Anybody who has been at the receiving end of state bureacracy can appreciate the need for this type of brokering, particularly for people who are new to Irish culture, language and society as well as its bureacracy. And NCP’s engagement hasn’t stopped there. Rather than providing a narrow service to families in crisis, it works closely with Tusla to support cultural awareness among service-providers, and to build understanding among new communities long before social workers and courts get involved. I got a strong sense of determination and solidarity between professionals, dedicated to making the system work. When Daniela thanked social workers for the difficult work they do, it got the longest and most heartfelt applause of the day.

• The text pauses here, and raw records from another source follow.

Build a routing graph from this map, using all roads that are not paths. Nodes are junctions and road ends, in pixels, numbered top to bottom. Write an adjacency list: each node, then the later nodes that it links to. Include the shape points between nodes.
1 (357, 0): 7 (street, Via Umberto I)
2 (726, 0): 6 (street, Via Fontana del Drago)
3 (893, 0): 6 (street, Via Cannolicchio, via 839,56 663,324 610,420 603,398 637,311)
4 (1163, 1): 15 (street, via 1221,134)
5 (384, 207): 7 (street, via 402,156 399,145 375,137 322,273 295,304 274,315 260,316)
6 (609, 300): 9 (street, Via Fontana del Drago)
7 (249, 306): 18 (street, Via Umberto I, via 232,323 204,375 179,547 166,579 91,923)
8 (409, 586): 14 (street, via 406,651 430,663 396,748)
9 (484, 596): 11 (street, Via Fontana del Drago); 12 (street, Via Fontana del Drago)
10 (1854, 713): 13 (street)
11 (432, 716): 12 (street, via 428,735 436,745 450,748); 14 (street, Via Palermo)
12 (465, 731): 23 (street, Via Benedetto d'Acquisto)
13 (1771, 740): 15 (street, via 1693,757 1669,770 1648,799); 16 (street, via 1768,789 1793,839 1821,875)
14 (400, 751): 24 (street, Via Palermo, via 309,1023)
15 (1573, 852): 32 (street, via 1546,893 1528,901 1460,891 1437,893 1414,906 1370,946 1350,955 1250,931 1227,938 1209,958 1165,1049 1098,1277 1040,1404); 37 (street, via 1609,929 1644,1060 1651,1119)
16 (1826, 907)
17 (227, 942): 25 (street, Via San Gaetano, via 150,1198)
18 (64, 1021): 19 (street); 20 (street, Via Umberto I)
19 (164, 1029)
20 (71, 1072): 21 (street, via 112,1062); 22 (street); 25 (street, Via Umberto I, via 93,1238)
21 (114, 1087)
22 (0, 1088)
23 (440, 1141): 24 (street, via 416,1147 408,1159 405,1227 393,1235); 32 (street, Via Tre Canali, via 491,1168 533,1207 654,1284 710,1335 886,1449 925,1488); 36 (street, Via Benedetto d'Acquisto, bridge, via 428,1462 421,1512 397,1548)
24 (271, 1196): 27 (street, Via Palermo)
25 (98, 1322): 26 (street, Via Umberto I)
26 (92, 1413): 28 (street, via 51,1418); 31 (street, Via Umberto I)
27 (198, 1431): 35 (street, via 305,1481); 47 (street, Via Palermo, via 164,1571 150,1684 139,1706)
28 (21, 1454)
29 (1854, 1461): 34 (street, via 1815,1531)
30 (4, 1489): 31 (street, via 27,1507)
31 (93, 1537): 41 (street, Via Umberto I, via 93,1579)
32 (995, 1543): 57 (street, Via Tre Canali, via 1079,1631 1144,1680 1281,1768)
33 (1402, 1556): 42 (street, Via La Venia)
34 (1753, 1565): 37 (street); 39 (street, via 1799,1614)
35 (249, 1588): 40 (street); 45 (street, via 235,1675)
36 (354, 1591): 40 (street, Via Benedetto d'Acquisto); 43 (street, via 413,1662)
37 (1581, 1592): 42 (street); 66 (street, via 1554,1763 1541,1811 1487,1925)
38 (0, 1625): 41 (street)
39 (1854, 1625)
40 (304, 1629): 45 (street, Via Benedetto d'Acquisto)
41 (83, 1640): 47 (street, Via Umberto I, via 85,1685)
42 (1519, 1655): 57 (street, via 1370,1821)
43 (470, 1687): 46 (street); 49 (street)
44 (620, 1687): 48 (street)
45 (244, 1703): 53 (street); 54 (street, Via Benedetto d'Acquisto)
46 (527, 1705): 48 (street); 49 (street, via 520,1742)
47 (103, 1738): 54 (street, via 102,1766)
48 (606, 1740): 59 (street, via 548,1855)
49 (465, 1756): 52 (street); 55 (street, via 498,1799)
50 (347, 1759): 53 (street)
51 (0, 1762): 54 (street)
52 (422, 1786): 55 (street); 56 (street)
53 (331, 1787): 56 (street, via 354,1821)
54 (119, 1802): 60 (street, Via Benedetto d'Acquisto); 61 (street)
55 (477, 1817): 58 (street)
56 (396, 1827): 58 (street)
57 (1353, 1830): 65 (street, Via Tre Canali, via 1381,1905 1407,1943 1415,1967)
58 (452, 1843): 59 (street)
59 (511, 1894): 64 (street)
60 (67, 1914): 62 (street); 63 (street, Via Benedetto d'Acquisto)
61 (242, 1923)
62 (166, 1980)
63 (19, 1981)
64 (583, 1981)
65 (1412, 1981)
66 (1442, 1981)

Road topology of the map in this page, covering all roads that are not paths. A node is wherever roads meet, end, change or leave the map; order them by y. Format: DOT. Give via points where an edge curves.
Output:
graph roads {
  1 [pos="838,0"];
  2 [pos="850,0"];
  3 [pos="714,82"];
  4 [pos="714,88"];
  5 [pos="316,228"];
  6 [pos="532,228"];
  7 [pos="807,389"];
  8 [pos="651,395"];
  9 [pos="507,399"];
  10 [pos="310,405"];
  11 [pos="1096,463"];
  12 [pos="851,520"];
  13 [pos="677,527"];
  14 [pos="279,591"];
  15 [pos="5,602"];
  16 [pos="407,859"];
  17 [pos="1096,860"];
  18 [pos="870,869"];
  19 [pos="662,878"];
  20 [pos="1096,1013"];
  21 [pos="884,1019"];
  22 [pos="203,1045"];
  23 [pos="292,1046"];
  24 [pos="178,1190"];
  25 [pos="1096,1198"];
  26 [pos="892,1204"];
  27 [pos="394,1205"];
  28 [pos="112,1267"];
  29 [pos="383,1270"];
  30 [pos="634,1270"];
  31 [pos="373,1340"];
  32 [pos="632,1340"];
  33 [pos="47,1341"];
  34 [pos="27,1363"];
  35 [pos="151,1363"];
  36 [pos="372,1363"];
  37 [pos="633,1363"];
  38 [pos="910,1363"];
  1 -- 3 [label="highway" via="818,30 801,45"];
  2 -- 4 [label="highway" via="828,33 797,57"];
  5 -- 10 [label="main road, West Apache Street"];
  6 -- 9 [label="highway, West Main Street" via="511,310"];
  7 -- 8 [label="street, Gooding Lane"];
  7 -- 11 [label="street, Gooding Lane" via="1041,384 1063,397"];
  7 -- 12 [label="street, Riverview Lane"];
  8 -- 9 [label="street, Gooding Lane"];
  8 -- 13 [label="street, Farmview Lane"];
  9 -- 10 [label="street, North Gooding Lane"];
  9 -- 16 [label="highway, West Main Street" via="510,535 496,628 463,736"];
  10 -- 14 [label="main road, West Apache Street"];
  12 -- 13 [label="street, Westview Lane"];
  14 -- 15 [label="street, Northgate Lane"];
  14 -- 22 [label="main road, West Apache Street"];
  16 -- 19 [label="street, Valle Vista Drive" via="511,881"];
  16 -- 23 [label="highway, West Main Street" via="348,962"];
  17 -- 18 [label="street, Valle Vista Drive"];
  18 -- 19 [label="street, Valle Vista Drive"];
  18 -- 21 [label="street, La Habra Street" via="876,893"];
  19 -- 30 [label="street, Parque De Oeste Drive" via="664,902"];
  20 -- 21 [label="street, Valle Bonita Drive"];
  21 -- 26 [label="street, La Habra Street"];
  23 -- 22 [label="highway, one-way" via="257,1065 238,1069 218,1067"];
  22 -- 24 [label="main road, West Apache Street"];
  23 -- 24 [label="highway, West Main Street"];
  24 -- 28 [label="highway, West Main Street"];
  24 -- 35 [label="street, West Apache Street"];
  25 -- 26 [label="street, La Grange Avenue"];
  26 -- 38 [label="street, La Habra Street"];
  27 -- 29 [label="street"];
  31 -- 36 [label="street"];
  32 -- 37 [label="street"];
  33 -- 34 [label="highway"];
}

Of course, if the system is broken, this careful and dedicated work of maintenance must feel frustrating. And Eifrion Williams, representing Tusla, stated clearly that the system was broken, and that maintaining the status quo was not an option. Cultural brokering can certainly smooth out difficulties in our determinedly mono-cultural services. But to really get to the root of the disproportionate number of migrant families in child protection interventions, there are other issues to be tackled: the continuing system of Direct Provision; lack of funding for domestic violence prevention and response; a profound lack of diversity among social services of all types in Ireland; and the absence of migrant-led organisations in policy making.
Not to mention the massive stretch on social workers, district courts and all other parts of the child protection system. And above all, an ever-growing number of people living in poverty are excluded from the support they need in Ireland. Conference participants seemed to agree unanimously that migrant families should be engaged before moments of crisis, before social workers or courts became involved. That is certainly a job of breaking down cultural boundaries; but a more effective job might be done by breaking down material and political boundaries to social inclusion.